■ Exercise prompt:
State, as a number alone, how many lines of the data contain the string "Tenerife".

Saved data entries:
□ □ □

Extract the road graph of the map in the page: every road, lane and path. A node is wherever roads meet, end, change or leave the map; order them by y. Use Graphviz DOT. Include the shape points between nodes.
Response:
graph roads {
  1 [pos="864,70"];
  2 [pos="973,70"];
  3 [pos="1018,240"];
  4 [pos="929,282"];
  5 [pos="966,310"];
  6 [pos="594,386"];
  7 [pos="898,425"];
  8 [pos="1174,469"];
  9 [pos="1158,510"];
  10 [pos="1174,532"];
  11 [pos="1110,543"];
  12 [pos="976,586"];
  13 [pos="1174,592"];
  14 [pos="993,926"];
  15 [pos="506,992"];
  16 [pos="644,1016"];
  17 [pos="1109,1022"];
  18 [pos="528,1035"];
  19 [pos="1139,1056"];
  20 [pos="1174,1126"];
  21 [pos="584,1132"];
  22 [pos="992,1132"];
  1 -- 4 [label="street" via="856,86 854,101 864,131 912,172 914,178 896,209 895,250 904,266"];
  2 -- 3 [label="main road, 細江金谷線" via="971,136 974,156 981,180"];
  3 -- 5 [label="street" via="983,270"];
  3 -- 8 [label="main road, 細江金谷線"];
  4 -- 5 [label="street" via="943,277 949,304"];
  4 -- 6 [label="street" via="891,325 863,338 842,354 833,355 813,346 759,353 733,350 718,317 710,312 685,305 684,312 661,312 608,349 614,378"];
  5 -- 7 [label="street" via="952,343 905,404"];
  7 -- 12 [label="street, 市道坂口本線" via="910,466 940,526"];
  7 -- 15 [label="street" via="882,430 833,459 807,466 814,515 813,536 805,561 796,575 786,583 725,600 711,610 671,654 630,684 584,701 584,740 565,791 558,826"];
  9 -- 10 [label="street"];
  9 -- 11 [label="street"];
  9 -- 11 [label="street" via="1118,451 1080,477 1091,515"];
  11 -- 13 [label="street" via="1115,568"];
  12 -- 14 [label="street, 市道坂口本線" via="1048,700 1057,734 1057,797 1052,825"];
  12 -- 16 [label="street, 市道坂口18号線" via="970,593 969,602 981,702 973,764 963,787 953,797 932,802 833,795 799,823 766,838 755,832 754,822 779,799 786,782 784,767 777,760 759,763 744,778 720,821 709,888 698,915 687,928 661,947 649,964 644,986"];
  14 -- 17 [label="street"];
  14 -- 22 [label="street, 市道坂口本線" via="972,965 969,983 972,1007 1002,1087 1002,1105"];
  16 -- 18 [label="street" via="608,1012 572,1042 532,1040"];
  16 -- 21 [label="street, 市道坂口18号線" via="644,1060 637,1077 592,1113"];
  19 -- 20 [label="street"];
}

□ □ □

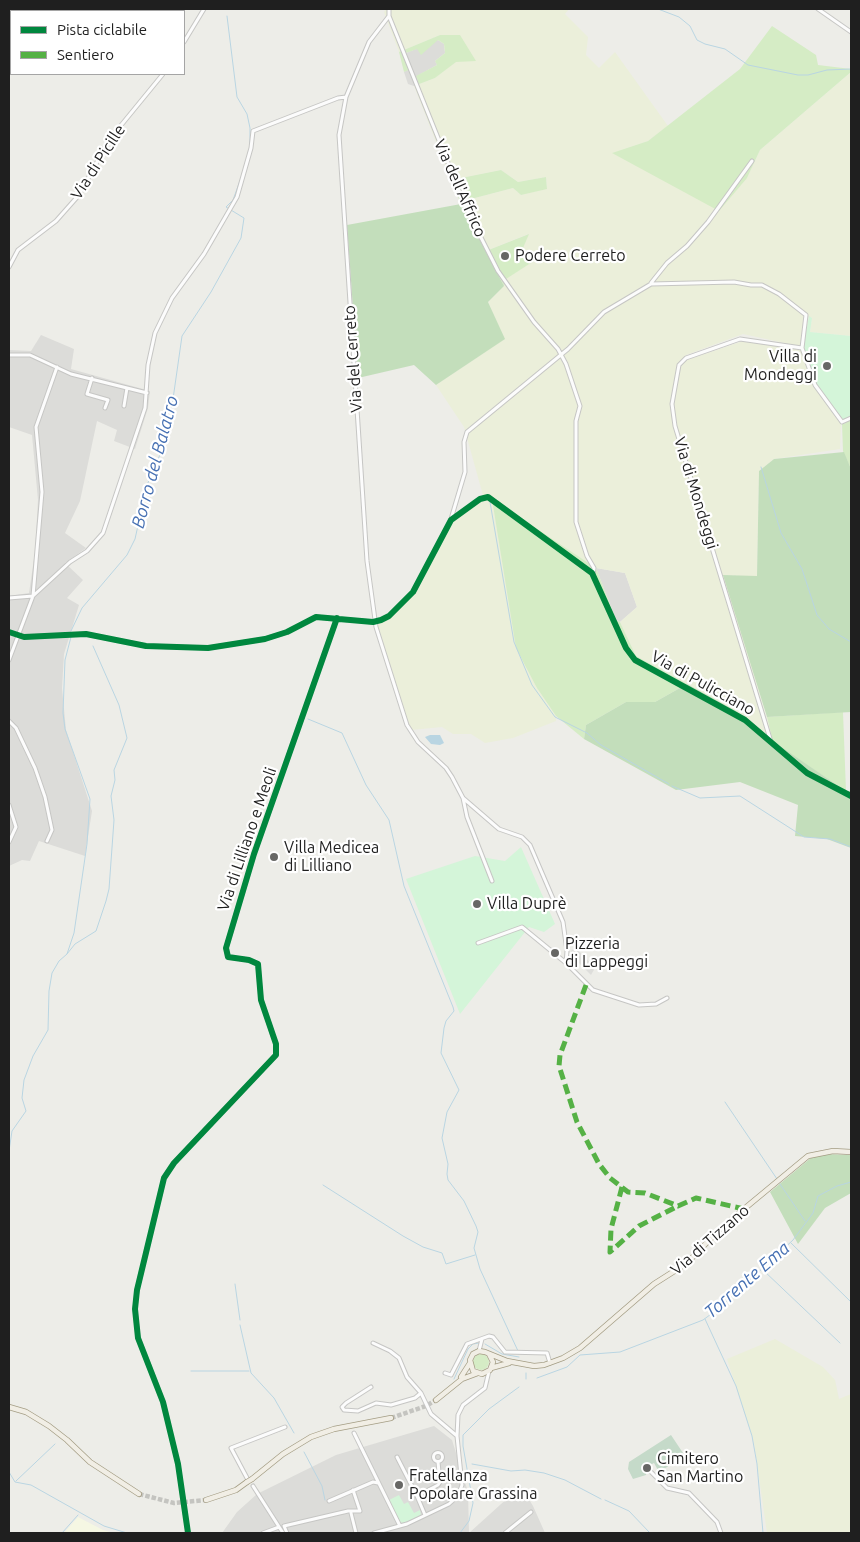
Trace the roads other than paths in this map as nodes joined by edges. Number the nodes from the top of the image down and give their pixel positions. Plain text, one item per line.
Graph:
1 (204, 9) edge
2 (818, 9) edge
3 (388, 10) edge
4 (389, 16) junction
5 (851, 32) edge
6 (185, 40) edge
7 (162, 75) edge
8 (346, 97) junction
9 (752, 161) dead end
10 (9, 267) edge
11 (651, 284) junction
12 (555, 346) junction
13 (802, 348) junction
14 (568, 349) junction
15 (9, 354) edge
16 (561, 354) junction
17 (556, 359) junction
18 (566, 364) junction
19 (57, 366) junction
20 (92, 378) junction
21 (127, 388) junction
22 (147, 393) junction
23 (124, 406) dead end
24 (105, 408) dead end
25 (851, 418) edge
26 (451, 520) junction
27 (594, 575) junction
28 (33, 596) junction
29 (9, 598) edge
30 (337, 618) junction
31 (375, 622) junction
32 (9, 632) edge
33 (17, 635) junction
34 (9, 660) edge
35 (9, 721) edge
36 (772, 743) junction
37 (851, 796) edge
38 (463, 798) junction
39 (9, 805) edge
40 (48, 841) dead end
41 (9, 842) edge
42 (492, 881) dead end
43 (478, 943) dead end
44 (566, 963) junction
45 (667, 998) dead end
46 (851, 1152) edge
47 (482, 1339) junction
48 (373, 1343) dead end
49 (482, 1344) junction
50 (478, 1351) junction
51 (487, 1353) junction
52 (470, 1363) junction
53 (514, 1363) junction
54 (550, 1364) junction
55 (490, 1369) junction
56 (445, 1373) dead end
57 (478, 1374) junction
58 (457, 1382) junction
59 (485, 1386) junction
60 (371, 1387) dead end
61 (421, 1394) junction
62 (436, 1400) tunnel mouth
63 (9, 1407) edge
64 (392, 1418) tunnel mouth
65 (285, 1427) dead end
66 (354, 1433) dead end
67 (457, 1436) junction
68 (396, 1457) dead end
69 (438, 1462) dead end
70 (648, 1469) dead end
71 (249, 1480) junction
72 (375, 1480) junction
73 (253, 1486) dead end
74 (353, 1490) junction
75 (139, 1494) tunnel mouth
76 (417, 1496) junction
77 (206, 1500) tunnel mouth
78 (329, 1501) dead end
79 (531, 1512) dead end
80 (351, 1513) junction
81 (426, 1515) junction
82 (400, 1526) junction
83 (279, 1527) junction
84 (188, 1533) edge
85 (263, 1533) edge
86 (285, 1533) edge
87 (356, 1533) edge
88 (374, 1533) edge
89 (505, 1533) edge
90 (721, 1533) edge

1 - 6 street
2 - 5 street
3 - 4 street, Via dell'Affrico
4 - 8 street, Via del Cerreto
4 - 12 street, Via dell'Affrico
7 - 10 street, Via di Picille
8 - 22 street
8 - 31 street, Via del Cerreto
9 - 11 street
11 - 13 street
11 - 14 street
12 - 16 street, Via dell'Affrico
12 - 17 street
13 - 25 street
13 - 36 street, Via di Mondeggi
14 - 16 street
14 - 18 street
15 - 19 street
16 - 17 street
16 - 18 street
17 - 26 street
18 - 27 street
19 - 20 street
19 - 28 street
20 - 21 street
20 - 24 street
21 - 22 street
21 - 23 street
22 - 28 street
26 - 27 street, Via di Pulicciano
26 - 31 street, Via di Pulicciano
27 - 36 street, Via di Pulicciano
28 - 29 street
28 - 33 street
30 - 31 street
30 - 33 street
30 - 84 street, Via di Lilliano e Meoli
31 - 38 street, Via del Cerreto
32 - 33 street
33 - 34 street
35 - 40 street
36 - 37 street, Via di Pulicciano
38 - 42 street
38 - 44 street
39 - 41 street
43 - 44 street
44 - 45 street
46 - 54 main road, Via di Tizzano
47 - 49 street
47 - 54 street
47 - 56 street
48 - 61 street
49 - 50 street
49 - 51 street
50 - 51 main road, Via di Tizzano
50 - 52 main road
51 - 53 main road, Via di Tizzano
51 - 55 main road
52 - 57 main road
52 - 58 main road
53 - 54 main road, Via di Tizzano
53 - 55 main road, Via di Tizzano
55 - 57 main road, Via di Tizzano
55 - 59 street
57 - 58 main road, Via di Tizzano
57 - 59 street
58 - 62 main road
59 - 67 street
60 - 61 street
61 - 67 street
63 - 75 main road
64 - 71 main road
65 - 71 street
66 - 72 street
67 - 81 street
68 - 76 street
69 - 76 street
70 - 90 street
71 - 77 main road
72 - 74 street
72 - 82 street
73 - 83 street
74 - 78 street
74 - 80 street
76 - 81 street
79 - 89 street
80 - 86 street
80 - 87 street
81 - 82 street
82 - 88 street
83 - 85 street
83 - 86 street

□ □ □

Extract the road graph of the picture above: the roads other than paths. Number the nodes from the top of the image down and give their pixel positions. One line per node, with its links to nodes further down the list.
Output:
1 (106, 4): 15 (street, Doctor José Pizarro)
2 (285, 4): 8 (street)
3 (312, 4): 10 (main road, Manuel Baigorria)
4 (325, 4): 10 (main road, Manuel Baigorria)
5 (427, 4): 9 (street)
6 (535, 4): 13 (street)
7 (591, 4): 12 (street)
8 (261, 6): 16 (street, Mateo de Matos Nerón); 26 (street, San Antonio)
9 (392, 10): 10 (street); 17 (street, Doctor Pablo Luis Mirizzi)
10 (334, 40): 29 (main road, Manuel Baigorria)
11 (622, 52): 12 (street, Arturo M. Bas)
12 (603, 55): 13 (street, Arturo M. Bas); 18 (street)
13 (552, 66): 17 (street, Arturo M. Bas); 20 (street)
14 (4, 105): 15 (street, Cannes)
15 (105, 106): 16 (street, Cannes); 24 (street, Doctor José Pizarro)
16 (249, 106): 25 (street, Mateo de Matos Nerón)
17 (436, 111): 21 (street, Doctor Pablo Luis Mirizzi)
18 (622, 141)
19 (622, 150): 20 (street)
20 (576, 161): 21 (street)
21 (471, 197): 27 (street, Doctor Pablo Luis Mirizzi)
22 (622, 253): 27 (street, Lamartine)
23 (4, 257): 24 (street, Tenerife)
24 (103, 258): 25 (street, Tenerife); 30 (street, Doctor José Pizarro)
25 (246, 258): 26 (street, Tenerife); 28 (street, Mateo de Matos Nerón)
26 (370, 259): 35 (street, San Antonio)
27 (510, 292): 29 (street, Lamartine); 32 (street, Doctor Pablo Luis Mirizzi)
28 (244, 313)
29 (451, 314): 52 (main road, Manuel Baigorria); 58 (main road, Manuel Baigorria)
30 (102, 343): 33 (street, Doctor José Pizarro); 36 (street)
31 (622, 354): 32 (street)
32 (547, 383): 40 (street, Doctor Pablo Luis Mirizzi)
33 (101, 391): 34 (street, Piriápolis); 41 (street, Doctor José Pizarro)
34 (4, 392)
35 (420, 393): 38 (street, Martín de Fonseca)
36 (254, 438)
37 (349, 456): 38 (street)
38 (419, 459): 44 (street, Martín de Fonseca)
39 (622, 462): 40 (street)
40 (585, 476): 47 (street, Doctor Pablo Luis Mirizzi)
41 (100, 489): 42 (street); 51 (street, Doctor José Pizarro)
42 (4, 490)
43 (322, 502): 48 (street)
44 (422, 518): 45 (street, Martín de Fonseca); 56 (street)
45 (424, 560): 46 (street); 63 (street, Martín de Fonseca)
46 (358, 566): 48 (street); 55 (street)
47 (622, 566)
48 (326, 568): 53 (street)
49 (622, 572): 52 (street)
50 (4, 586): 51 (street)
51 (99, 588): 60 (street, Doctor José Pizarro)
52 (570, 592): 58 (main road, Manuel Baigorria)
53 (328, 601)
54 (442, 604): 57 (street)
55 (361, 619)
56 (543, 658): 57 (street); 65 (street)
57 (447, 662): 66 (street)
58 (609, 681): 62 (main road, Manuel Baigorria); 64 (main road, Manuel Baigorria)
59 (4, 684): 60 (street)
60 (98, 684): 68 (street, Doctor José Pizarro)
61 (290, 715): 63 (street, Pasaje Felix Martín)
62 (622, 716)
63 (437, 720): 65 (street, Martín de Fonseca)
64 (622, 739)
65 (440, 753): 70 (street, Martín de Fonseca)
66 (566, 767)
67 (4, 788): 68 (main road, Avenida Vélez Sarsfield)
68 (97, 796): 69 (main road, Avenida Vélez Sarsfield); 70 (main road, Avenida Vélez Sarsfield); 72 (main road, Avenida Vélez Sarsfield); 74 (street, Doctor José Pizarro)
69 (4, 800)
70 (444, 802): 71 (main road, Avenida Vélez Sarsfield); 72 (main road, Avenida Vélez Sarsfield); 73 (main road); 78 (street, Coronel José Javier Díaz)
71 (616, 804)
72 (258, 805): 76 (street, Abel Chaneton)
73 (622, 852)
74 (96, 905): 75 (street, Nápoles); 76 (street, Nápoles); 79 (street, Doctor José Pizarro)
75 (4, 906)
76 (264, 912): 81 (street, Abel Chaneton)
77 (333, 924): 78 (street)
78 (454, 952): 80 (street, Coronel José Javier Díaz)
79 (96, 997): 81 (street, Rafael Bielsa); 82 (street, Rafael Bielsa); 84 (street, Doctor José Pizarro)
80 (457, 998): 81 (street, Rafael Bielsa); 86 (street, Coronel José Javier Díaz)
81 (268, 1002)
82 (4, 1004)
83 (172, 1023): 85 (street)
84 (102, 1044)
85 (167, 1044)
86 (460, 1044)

□ □ □

■ Reply to the exercise:
3